Le désormais trentenaire vieillit bien et s’est imposé comme une figure tutélaire de l’histoire du jeu vidéo. Il est à la fois un des pionniers du jeu de tir à la première personne, du jeu multijoueurs en ligne et du « modding » (pratique qui consiste pour les fans à modifier un jeu pour y intégrer leurs créations) grâce à un éditeur de niveaux intégré. A défaut d’avoir inventé ces pratiques, son succès critique et les plus de trois millions d’exemplaires écoulés ont contribué à les imposer auprès du grand public.

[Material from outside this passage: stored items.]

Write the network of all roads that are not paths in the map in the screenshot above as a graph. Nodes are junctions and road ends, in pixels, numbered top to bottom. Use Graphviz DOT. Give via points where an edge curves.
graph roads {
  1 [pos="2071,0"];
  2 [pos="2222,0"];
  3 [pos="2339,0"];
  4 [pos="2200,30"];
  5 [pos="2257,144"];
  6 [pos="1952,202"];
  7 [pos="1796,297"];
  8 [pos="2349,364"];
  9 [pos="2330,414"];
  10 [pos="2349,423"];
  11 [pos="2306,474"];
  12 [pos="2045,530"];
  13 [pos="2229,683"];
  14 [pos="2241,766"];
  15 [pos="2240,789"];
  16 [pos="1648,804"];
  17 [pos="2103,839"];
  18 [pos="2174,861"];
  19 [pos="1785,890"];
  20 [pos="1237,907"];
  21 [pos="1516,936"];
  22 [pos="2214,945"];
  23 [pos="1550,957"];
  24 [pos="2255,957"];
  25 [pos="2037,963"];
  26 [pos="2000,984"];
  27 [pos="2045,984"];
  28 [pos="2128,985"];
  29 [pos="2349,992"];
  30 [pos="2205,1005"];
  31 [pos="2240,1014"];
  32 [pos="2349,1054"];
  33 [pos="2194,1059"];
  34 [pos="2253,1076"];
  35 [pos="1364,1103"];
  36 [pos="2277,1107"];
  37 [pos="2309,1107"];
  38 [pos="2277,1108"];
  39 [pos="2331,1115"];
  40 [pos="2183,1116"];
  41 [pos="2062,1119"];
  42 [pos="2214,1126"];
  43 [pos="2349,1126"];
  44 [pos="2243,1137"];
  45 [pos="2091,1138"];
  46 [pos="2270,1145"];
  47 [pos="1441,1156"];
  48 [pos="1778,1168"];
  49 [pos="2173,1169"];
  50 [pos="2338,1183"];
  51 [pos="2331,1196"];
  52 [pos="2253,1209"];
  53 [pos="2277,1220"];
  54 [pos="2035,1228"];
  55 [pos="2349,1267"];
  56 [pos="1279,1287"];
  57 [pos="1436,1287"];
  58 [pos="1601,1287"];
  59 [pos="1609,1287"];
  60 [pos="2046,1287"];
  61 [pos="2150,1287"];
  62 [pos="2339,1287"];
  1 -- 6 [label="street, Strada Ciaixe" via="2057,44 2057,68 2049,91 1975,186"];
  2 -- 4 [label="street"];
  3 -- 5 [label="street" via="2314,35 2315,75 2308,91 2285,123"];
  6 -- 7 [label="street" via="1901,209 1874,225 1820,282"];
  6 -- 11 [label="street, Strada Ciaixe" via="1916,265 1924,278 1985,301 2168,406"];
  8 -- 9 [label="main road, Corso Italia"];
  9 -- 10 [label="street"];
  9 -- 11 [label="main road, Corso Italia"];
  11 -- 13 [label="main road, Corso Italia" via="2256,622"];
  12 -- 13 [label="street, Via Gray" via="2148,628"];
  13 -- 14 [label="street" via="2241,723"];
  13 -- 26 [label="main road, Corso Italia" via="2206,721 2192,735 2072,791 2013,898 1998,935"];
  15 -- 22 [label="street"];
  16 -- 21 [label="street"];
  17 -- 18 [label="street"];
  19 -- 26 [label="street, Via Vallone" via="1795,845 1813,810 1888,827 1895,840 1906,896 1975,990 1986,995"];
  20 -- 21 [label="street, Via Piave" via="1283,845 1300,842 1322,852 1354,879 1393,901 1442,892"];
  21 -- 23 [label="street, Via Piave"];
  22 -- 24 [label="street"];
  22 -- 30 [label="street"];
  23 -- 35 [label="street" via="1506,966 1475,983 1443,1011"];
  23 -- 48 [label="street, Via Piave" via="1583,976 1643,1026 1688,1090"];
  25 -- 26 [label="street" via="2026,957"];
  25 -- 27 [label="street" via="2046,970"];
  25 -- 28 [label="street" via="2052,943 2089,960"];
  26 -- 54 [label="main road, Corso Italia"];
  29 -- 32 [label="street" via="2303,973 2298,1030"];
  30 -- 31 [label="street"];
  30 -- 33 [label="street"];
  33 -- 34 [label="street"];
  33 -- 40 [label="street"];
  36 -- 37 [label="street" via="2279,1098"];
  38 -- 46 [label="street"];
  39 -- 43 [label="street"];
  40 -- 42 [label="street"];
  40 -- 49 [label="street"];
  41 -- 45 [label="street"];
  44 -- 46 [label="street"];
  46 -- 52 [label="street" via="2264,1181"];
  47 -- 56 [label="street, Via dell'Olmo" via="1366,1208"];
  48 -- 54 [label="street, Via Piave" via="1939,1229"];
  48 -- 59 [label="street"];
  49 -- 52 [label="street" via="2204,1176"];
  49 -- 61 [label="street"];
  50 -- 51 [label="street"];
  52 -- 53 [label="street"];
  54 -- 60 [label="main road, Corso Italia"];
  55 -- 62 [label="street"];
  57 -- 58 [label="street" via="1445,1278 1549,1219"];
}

Doom soigne aussi un élément encore rare dans les jeux vidéo : la violence graphique. Le studio s’engage plus loin dans la provocation que sa dernière production, Wolfenstein 3D (1992), déjà généreuse en gerbes de sang pixélisé. S’il peut paraître un peu abstrait vu depuis 2023, l’univers, à l’époque jugé très gore, est inspiré de la contre-culture des années 1980, notamment de l’alliance d’horreur et de comédie d’Evil Dead, de Sam Raimi, des visuels satanistes de la musique heavy metal ou des démons tirés du jeu de rôle Donjons et Dragons.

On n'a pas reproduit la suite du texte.